▸ What the task requires: The entries are to be written out word for word, with their images left out.

╔══

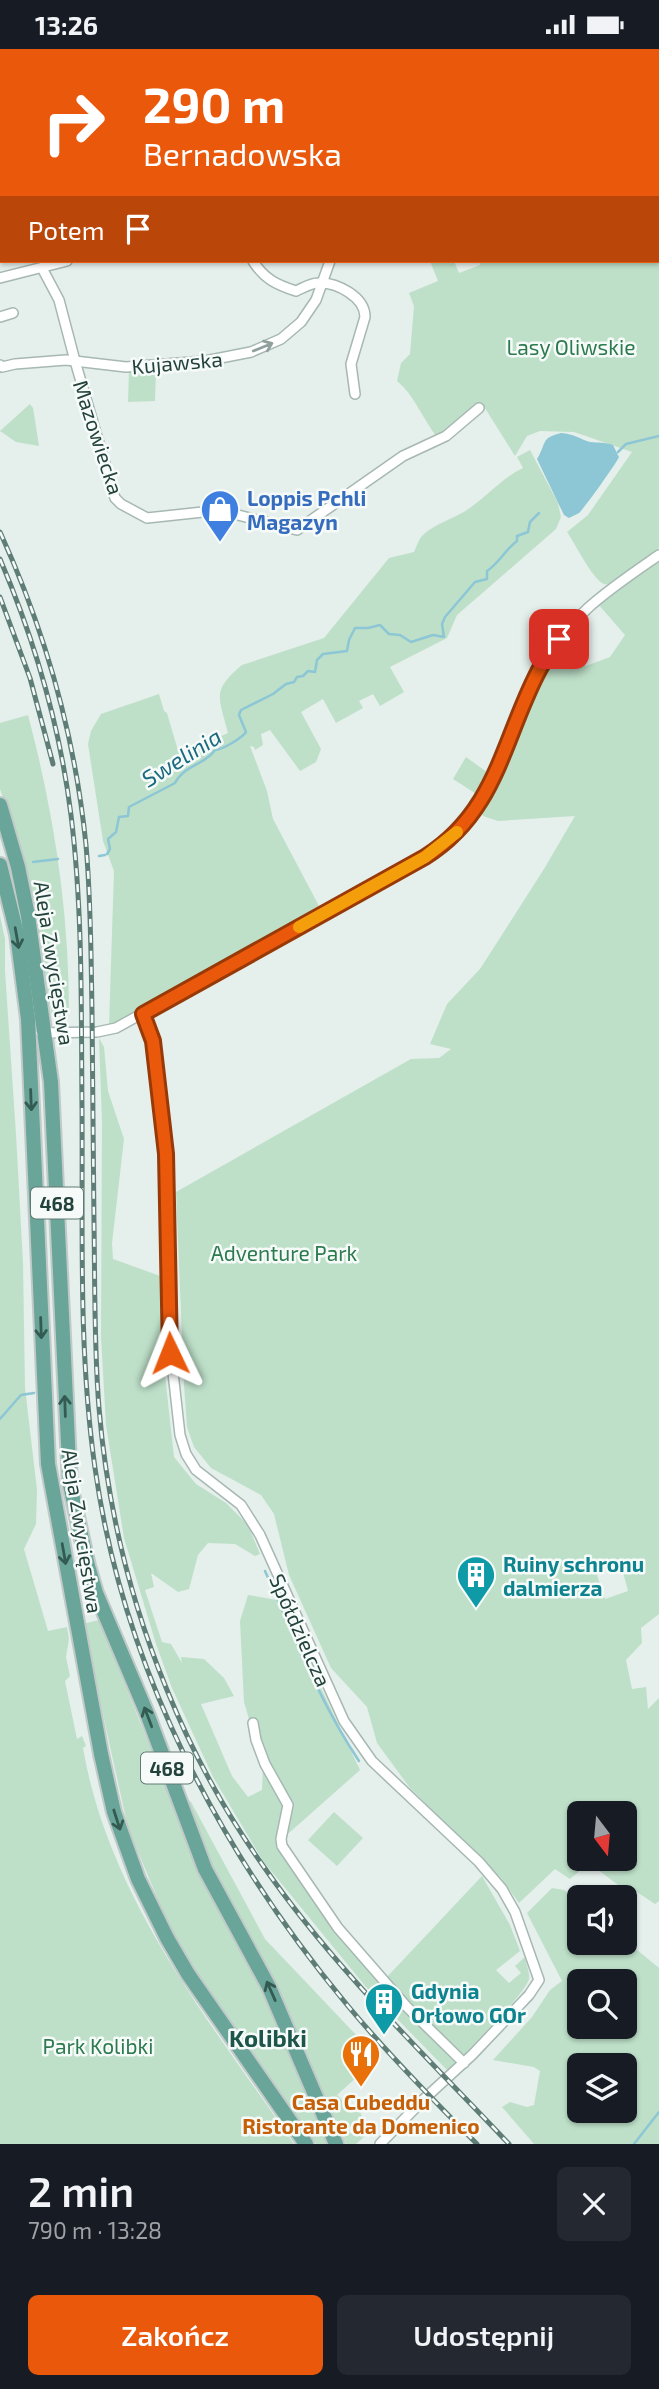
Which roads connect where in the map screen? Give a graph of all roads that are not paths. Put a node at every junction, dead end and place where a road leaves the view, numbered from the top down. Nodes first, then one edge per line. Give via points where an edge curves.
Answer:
1 (60, 263) edge
2 (255, 263) edge
3 (330, 263) edge
4 (41, 268) junction
5 (0, 278) edge
6 (322, 284) junction
7 (13, 313) dead end
8 (0, 317) edge
9 (75, 361) junction
10 (0, 365) edge
11 (355, 394) dead end
12 (479, 408) dead end
13 (659, 555) edge
14 (0, 805) edge
15 (1, 868) edge
16 (143, 1014) junction
17 (28, 1032) junction
18 (45, 1033) junction
19 (253, 1723) dead end
20 (464, 2063) junction
21 (306, 2144) edge
22 (336, 2144) edge
23 (380, 2144) edge

1 - 4 street
2 - 6 street via 269,281 296,291
3 - 6 street, Kujawska
4 - 5 street
4 - 9 street, Mazowiecka via 59,300
9 -> 6 street, Kujawska via 126,367 251,352 290,333 311,310
6 - 11 street via 355,296 365,309 351,364
7 - 8 street
9 - 10 street, Kujawska
9 - 12 street, Mazowiecka via 115,498 147,518 226,512 297,530 404,456 446,436
13 - 16 street via 602,594 566,629 537,674 489,786 453,836 425,857
14 - 18 main road, Aleja Zwycięstwa / 468 via 28,916
15 -> 17 main road, Aleja Zwycięstwa / 468 via 17,934
16 - 18 street via 108,1031
16 - 20 street, Spółdzielcza via 153,1041 166,1154 169,1337 176,1411 186,1454 196,1470 241,1505 252,1520 351,1734 372,1761 502,1889 536,1967 536,1987
17 - 18 street
17 -> 21 main road, Aleja Zwycięstwa / 468 via 48,1464 114,1811 138,1879 167,1938
22 -> 18 main road, Aleja Zwycięstwa / 468 via 269,1987 205,1869 88,1566 69,1485 53,1106
19 - 20 street via 265,1764 288,1805 282,1846 338,1928
20 - 23 street, Spółdzielcza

╚══

▸ Written reply:
Which roads connect where in the map screen? Give a graph of all roads that are not paths. Put a node at every junction, dead end and place where a road leaves the view, numbered from the top down. Nodes first, then one edge per line. Give via points where an edge curves.
Answer:
1 (60, 263) edge
2 (255, 263) edge
3 (330, 263) edge
4 (41, 268) junction
5 (0, 278) edge
6 (322, 284) junction
7 (13, 313) dead end
8 (0, 317) edge
9 (75, 361) junction
10 (0, 365) edge
11 (355, 394) dead end
12 (479, 408) dead end
13 (659, 555) edge
14 (0, 805) edge
15 (1, 868) edge
16 (143, 1014) junction
17 (28, 1032) junction
18 (45, 1033) junction
19 (253, 1723) dead end
20 (464, 2063) junction
21 (306, 2144) edge
22 (336, 2144) edge
23 (380, 2144) edge

1 - 4 street
2 - 6 street via 269,281 296,291
3 - 6 street, Kujawska
4 - 5 street
4 - 9 street, Mazowiecka via 59,300
9 -> 6 street, Kujawska via 126,367 251,352 290,333 311,310
6 - 11 street via 355,296 365,309 351,364
7 - 8 street
9 - 10 street, Kujawska
9 - 12 street, Mazowiecka via 115,498 147,518 226,512 297,530 404,456 446,436
13 - 16 street via 602,594 566,629 537,674 489,786 453,836 425,857
14 - 18 main road, Aleja Zwycięstwa / 468 via 28,916
15 -> 17 main road, Aleja Zwycięstwa / 468 via 17,934
16 - 18 street via 108,1031
16 - 20 street, Spółdzielcza via 153,1041 166,1154 169,1337 176,1411 186,1454 196,1470 241,1505 252,1520 351,1734 372,1761 502,1889 536,1967 536,1987
17 - 18 street
17 -> 21 main road, Aleja Zwycięstwa / 468 via 48,1464 114,1811 138,1879 167,1938
22 -> 18 main road, Aleja Zwycięstwa / 468 via 269,1987 205,1869 88,1566 69,1485 53,1106
19 - 20 street via 265,1764 288,1805 282,1846 338,1928
20 - 23 street, Spółdzielcza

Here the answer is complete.